Saved data entries
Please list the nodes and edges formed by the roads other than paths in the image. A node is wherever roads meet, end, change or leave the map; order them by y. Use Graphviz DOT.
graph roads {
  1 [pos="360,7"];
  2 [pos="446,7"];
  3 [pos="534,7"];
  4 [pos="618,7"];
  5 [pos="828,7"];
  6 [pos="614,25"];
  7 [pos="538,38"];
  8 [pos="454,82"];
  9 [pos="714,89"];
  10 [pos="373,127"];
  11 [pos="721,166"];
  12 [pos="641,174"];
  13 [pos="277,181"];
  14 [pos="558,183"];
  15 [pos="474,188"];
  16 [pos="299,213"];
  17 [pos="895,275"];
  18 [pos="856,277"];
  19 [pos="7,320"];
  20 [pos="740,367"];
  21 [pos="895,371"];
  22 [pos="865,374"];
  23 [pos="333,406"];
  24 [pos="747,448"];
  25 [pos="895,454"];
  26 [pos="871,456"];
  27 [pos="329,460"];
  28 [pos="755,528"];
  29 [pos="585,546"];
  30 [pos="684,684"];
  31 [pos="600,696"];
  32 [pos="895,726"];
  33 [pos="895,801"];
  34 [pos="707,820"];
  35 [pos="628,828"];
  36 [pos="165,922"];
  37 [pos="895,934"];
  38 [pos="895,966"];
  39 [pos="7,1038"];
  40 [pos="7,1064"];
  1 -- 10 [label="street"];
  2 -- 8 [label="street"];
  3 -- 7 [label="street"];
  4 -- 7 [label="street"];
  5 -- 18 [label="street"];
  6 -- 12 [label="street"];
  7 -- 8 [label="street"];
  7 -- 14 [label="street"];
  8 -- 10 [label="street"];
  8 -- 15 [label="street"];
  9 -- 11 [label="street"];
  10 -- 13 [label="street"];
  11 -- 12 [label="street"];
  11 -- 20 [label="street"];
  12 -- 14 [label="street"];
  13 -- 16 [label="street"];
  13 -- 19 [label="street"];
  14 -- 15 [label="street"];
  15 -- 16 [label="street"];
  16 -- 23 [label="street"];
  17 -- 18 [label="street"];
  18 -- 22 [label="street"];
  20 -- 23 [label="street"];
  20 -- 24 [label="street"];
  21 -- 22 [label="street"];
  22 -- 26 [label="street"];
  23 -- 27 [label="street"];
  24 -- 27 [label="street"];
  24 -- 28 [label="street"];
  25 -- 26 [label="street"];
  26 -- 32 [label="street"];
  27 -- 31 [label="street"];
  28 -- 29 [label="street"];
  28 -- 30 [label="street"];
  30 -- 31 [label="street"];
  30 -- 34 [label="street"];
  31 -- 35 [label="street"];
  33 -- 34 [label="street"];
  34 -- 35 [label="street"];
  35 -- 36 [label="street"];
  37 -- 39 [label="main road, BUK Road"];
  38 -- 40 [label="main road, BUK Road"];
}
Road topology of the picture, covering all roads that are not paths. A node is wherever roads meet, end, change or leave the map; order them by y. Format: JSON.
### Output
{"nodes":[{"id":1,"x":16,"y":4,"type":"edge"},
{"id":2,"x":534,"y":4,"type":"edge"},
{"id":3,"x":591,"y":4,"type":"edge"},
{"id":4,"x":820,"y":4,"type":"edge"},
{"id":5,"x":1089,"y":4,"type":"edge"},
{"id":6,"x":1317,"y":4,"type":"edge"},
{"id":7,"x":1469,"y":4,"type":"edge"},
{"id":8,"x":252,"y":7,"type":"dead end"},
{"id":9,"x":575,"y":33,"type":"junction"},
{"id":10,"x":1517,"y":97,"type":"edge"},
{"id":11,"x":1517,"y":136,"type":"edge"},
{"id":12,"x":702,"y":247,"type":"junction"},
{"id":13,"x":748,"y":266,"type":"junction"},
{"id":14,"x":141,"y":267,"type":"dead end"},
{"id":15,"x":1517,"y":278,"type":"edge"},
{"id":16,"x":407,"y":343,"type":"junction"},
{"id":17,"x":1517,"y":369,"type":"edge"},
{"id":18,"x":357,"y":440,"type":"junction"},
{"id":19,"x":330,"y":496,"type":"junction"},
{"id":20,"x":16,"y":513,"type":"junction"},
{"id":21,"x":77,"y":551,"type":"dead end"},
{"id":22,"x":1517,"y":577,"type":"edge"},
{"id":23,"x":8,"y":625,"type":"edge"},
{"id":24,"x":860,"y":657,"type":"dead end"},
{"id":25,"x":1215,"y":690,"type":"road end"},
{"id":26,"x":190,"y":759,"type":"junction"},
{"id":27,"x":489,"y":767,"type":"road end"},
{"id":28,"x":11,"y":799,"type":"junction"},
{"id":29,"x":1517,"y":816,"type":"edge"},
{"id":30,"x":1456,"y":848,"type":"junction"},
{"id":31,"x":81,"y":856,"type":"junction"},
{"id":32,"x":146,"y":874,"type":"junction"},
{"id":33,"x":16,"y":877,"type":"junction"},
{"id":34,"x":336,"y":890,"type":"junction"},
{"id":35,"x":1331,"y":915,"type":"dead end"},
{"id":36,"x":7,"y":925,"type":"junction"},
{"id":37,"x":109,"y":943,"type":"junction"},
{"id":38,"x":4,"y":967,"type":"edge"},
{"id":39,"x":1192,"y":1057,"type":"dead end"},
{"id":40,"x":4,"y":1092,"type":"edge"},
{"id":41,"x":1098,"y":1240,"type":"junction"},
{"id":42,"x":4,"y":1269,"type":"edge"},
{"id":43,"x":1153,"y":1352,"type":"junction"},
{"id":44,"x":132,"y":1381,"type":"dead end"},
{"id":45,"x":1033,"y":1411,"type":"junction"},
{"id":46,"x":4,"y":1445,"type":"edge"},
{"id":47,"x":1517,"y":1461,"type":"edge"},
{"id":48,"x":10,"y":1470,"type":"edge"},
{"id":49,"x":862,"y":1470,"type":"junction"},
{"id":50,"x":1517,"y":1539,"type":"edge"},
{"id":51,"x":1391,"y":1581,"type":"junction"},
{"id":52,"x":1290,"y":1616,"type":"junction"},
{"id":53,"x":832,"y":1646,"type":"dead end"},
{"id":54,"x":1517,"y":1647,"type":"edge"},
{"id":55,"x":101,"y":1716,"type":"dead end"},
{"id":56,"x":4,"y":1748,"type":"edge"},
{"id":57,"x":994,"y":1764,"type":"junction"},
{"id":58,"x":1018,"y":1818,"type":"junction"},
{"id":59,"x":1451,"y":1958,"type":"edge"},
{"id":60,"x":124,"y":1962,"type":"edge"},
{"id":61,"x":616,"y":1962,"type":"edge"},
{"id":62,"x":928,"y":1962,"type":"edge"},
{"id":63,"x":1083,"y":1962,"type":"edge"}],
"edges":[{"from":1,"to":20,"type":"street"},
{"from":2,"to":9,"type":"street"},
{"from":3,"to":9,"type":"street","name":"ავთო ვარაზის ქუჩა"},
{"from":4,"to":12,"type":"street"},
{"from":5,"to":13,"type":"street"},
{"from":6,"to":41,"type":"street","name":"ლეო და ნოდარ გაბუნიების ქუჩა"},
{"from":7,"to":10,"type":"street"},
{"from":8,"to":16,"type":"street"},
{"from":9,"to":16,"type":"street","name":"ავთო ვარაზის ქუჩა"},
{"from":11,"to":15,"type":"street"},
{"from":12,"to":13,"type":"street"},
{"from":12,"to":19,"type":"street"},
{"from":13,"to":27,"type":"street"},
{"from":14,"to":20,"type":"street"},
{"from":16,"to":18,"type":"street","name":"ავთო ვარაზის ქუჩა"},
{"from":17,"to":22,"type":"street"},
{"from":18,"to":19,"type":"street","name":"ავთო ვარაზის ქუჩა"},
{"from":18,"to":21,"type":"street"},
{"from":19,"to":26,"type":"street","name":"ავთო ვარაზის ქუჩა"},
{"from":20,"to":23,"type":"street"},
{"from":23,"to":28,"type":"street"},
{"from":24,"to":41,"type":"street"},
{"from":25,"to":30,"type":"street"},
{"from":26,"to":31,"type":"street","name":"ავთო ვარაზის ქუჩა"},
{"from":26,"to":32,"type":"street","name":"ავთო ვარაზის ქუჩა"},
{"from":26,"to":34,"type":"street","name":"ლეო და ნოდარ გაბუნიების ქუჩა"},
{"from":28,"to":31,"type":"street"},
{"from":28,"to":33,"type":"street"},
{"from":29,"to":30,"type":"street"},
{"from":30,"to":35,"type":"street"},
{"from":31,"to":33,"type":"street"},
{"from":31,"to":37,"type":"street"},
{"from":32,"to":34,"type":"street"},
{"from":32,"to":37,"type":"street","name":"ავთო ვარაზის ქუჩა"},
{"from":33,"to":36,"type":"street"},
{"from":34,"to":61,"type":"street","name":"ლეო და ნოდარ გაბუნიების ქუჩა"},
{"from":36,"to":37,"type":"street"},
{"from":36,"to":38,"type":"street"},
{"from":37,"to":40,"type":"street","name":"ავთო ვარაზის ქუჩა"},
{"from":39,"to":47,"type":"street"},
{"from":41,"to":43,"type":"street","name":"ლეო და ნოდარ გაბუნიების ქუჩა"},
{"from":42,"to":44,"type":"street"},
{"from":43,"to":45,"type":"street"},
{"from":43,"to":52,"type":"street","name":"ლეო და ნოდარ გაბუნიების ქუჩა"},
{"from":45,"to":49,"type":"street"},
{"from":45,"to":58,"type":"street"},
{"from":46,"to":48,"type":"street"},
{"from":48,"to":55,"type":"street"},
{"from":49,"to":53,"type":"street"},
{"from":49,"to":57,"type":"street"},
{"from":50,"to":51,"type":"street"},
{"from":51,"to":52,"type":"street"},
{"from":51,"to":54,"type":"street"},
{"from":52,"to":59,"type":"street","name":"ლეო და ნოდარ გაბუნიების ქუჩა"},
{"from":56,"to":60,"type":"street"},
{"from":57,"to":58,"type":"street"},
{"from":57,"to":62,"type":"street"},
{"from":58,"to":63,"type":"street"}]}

◆ Aim of the task
Filter the entries down to the lines with the word "გაბუნიების" in them, and copy those lines.

◆ Response area
{"from":6,"to":41,"type":"street","name":"ლეო და ნოდარ გაბუნიების ქუჩა"},
{"from":26,"to":34,"type":"street","name":"ლეო და ნოდარ გაბუნიების ქუჩა"},
{"from":34,"to":61,"type":"street","name":"ლეო და ნოდარ გაბუნიების ქუჩა"},
{"from":41,"to":43,"type":"street","name":"ლეო და ნოდარ გაბუნიების ქუჩა"},
{"from":43,"to":52,"type":"street","name":"ლეო და ნოდარ გაბუნიების ქუჩა"},
{"from":52,"to":59,"type":"street","name":"ლეო და ნოდარ გაბუნიების ქუჩა"},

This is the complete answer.